Dirinya sedang menyukai seseorang?

"Kebiasaan lo kalo di tanya diem aja. Herman gue."

"Serius lo bjirr? Dama suka orang, siapa tuh?" sahut Alvaro dengan heboh raut wajah pemuda itu tampak bersemangat.

"Dama kan kulkas berjalan Nat, jadi bukan hal mengherankan lagi." Di detik berikutnya mata Dion terbelalak lebar ekspresi kini tak jauh berbeda dari Alvaro, seperti mendapatkan jackpot, "Gue tau siapaa!"

"Siapa?"

"Yang suka ngejar-ngejar si Dama, primadona sini. Pasti dia," Dion tersenyum pongah merasa yakin dengan tebakannya.

Sagara yang sejak tadi hanya mengamati kini mulai ikut bersuara. "Lo percaya sama makhluk satu itu?" Sagara menunjuk Dion menggunakan dagunya.

"Percaya sama dia musyrik," lanjutnya tanpa ekspresi.

Dion memegang dadanya dramatis lalu berkata. "ngejleb banget sekali ngomong lo sagu. Ya meski gue tau sih kalo tebakan gue tadi mustahil, tapi hati siapa yang tau—"

"Salah," suara bernada tegas berasal dari Damara tersebut membuat semuanya menoleh kearahnya.

Alvaro serta Nathan mengulum bibir agar tawa tidak pecah penyebabnya adalah Dion,  menurut keduanya ekpresi pemuda itu lucu.

Namun gagal, Nathan terbahak. "Mampus lo, malu nggak tuh!" Mengingat Dion yang dengan percaya dirinya dengan tebakannya semakin pecahlah tawa Nathan.

Dion memandang Nathan sengit, lantas ia lempar bekas bungkus snack yang sudah di bentuk bola. "Masih mau ketawa lo? Nggak ada yang lucu ya dugong." sungutnya.

***

Jam istirahat telah tiba saat ini Arunika dan Mawar masih berada di dalam kelas, hanya tersisa mereka berdua. Yang lain pasti sudah berbondong-bondong ke kantin.

"Aru, ayo ke kantin. Lapar nih," Sejak tadi cacing perut berdemo minta diisi segera, Mawar tak sabar memakan dua mangkok bakso membayangkan saja hampir membuat iler Mawar jatuh.

"Aku bawa bekal, Maw. lagipula kamu tau aku nggak suka keramaian."

Mawar terdiam seperti dugaannya, tetapi Mawar mengerti akan itu. Kemudian Mawar mengedarkan pandangan ke seluruh penjuru kelas layaknya mencari sesuatu.

Karenanya Arunika mengerut dahi. "Maw, kamu nyari siapa?

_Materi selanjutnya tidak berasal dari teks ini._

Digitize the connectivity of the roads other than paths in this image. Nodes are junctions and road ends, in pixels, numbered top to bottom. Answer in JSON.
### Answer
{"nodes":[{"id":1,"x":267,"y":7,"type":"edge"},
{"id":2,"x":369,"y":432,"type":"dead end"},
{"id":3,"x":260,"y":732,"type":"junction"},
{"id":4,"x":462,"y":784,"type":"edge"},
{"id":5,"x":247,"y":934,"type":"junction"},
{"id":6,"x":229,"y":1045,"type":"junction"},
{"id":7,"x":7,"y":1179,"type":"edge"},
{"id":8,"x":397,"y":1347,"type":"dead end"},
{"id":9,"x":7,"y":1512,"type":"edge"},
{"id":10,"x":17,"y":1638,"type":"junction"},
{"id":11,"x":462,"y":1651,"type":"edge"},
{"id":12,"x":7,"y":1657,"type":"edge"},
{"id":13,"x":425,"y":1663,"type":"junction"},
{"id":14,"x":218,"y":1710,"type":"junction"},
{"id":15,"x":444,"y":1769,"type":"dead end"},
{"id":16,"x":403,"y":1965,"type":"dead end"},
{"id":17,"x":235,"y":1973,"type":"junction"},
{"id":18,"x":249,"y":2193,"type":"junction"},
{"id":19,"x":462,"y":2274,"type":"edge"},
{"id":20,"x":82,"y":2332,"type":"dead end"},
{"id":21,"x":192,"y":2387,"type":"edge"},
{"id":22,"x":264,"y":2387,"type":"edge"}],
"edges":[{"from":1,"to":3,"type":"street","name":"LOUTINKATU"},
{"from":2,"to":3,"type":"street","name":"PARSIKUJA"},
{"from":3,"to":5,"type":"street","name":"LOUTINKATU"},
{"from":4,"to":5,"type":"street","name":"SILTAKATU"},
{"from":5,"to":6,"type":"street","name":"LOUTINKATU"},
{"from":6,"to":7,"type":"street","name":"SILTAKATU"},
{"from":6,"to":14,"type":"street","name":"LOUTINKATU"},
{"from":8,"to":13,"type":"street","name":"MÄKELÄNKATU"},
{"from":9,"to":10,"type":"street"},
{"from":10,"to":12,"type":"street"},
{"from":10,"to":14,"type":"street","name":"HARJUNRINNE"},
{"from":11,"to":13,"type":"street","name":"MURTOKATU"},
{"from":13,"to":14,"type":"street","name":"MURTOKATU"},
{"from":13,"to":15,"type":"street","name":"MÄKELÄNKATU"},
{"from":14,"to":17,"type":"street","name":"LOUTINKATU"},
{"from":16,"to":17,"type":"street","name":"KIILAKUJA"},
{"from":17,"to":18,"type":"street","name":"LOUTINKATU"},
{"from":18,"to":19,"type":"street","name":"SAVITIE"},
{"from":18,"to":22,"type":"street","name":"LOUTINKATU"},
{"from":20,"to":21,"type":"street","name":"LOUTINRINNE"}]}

Kalo mau ke kantin, sana. Aku nggak papa sendiri."

Melihat tatapan Mawar yang mengkhawatirkannya itu lantas Arunika tersenyum menenangkan. "Iya. Kamu yakin sama aku. Lagian Vina sama circlenya pasti ke kantin jadi nggak ada yang perlu kamu khawatir kan."

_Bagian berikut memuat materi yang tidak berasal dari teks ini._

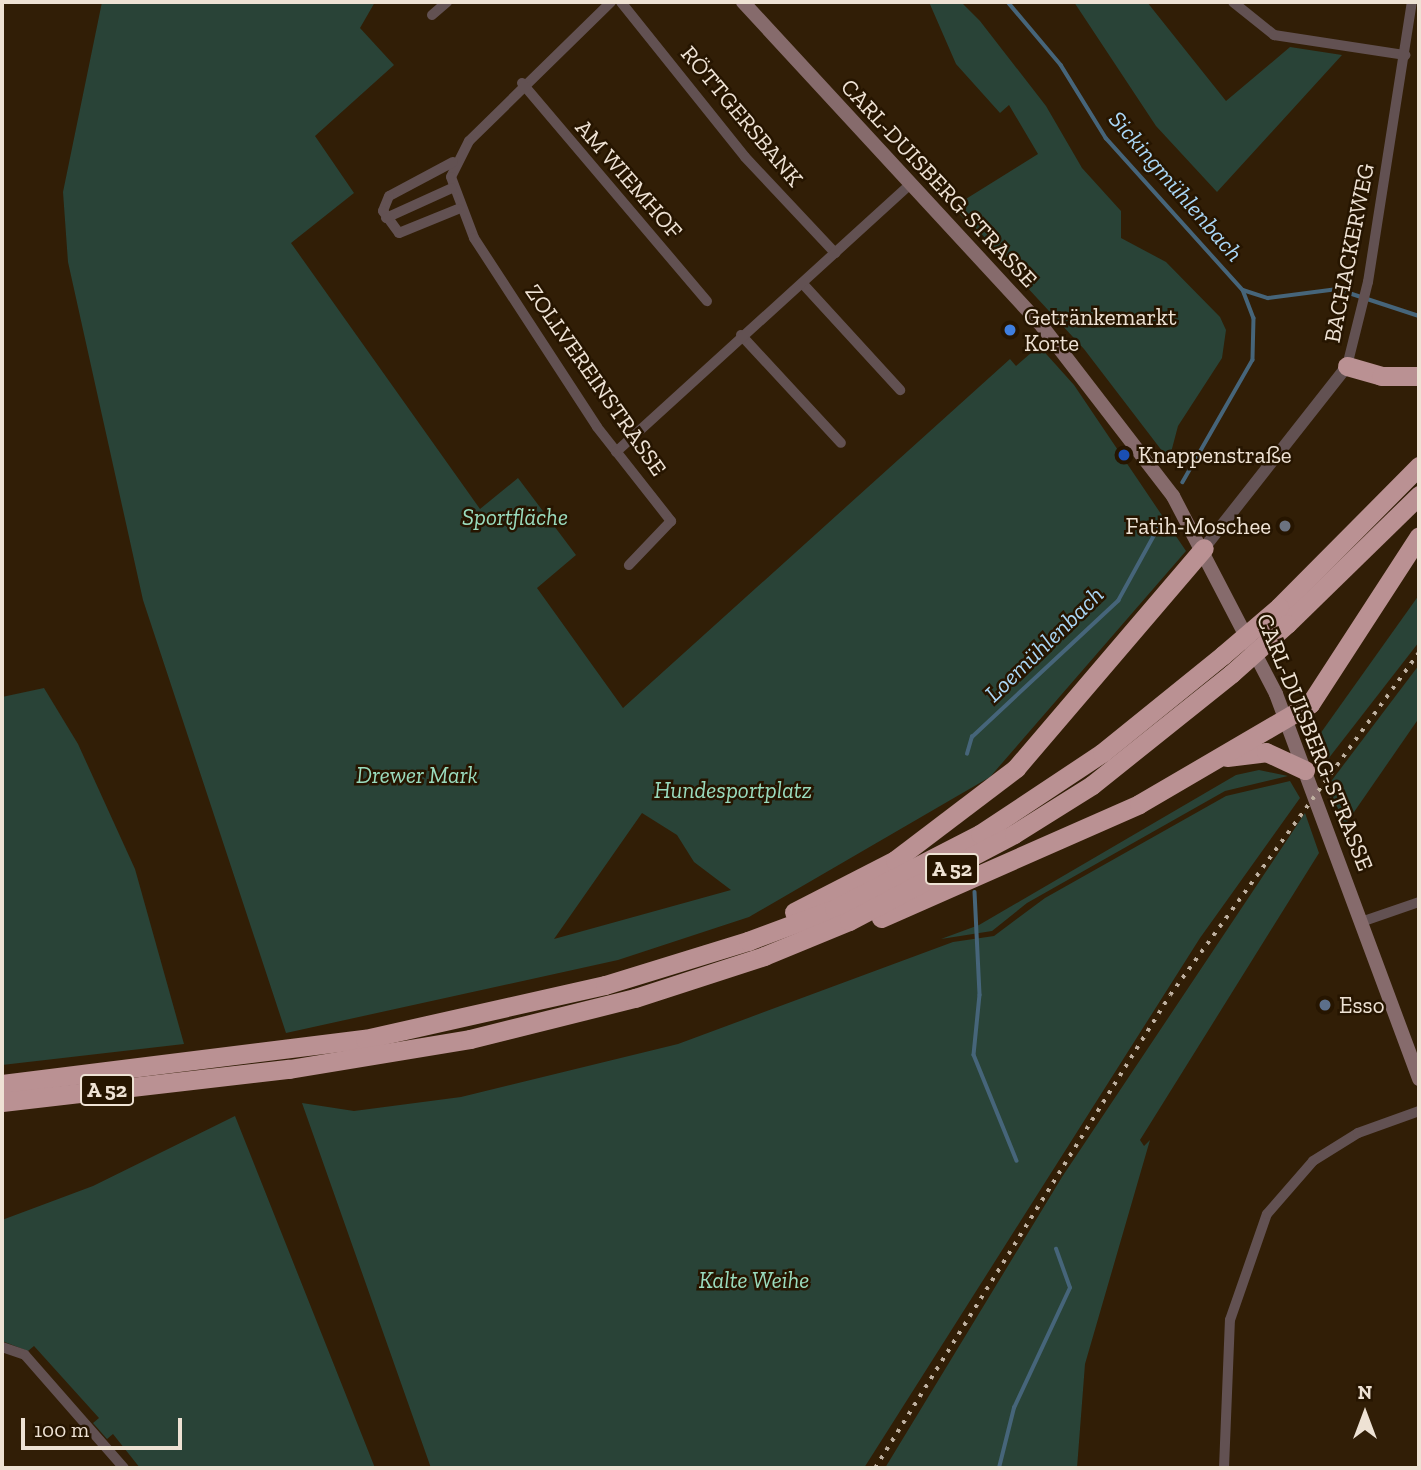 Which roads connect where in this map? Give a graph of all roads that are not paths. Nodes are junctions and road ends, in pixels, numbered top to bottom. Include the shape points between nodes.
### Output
1 (447, 2) edge
2 (611, 2) edge
3 (621, 2) edge
4 (743, 2) edge
5 (1233, 2) edge
6 (1412, 2) edge
7 (432, 15) dead end
8 (1405, 55) junction
9 (522, 83) junction
10 (453, 162) junction
11 (908, 186) junction
12 (452, 188) junction
13 (458, 209) junction
14 (386, 218) junction
15 (835, 253) junction
16 (803, 284) junction
17 (707, 301) dead end
18 (741, 335) junction
19 (1347, 366) junction
20 (1419, 376) edge
21 (900, 390) dead end
22 (841, 443) dead end
23 (616, 452) junction
24 (1419, 466) edge
25 (1419, 495) edge
26 (1419, 537) edge
27 (1205, 548) junction
28 (629, 565) dead end
29 (1283, 616) junction
30 (1286, 719) junction
31 (1223, 758) junction
32 (1306, 770) junction
33 (1419, 902) edge
34 (1361, 922) junction
35 (748, 942) junction
36 (635, 998) junction
37 (286, 1060) junction
38 (210, 1069) junction
39 (1419, 1079) edge
40 (2, 1084) edge
41 (2, 1102) edge
42 (1419, 1111) edge
43 (2, 1348) edge
44 (124, 1468) edge
45 (1224, 1468) edge

1 - 7 street
2 - 9 street
3 - 15 street, RÖTTGERSBANK via 745,157
4 - 11 main road, CARL-DUISBERG-STRASSE
5 - 8 street via 1274,35
6 - 8 street, BACHACKERWEG
8 - 19 street, BACHACKERWEG via 1362,316
9 - 10 street
9 - 17 street, AM WIEMHOF
10 - 12 street, ZOLLVEREINSTRASSE
10 - 14 street via 389,196
11 - 15 street
11 - 27 main road, CARL-DUISBERG-STRASSE via 1088,380
12 - 13 street, ZOLLVEREINSTRASSE
12 - 14 street
13 - 14 street via 407,232 393,230
13 - 23 street, ZOLLVEREINSTRASSE
15 - 16 street
16 - 18 street
16 - 21 street
18 - 22 street
18 - 23 street
19 - 20 highway via 1381,376
19 - 27 street, BACHACKERWEG
23 - 28 street, ZOLLVEREINSTRASSE via 671,521
24 - 29 highway, A 52
25 - 29 highway, A 52
26 - 30 highway via 1326,689
27 - 30 main road, CARL-DUISBERG-STRASSE
27 - 35 highway via 1016,768 895,860 767,924
29 - 35 highway, A 52, bridge via 1223,656 1102,753 980,834 834,909
29 - 36 highway, A 52, bridge via 1231,674 1092,785 932,880 764,956
30 - 31 highway
30 - 32 main road, CARL-DUISBERG-STRASSE
31 - 32 highway via 1266,752
31 - 36 highway via 1127,810 804,950 677,995
32 - 34 main road, CARL-DUISBERG-STRASSE
33 - 34 street
34 - 39 main road, CARL-DUISBERG-STRASSE
35 - 37 highway, A 52 via 480,1015
36 - 37 highway, A 52 via 470,1039
37 - 38 highway, A 52
38 - 40 highway, A 52
38 - 41 highway, A 52
42 - 45 street via 1358,1133 1313,1161 1266,1214 1230,1320
43 - 44 street via 25,1355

Mendengarnya ingatan Mawar berputar ke masa lalu di mana mereka berteman baik, kemana-mana selalu bersama, tidak pernah bertengkar jikapun ada cuma berselisih paham setelahnya kembali seperti semula. Pun merasa beruntung memiliki satu sama lain.

Namun semenjak insiden kala itu semuanya berubah, salah satu diantara mereka begitu membenci Arunika. Ternyata kepercayaan untuk Arunika hanya secuil sehingga yang belum tentu kebenaran di percayai nya.

Dan tentu orang itu mengetahui bagaimana sifat asli Arunika tapi sama sekali tidak mempengaruhi.

Tetap membenci Arunika seolah Arunika lah yang paling bersalah dan tak pantas mendapatkan kata maaf.

Mawar tersenyum miris.

Akhirnya Mawar mengangguk, tidak mungkin juga ia memaksa Arunika untuk hal yang tidak gadis itu sukai.

"Ada yang mau di titip nggak? Sekalian aja." Arunika menggeleng pelan, "Yaudah aku ke kantin sebentar ya. Kamu jangan kemana-mana." Peringat Mawar. Arunika mengancungkan jempolnya.

Arunika menatap punggung Mawar yang menghilang di balik pintu lalu kembali duduk untuk memakan bekalnya.

Tanpa di sadari gadis itu seseorang memerhatikannya dengan tatapan rumit di balik jendela kaca kelas.

Kemudian berlalu dari sana dengan mulut yang setia bungkam.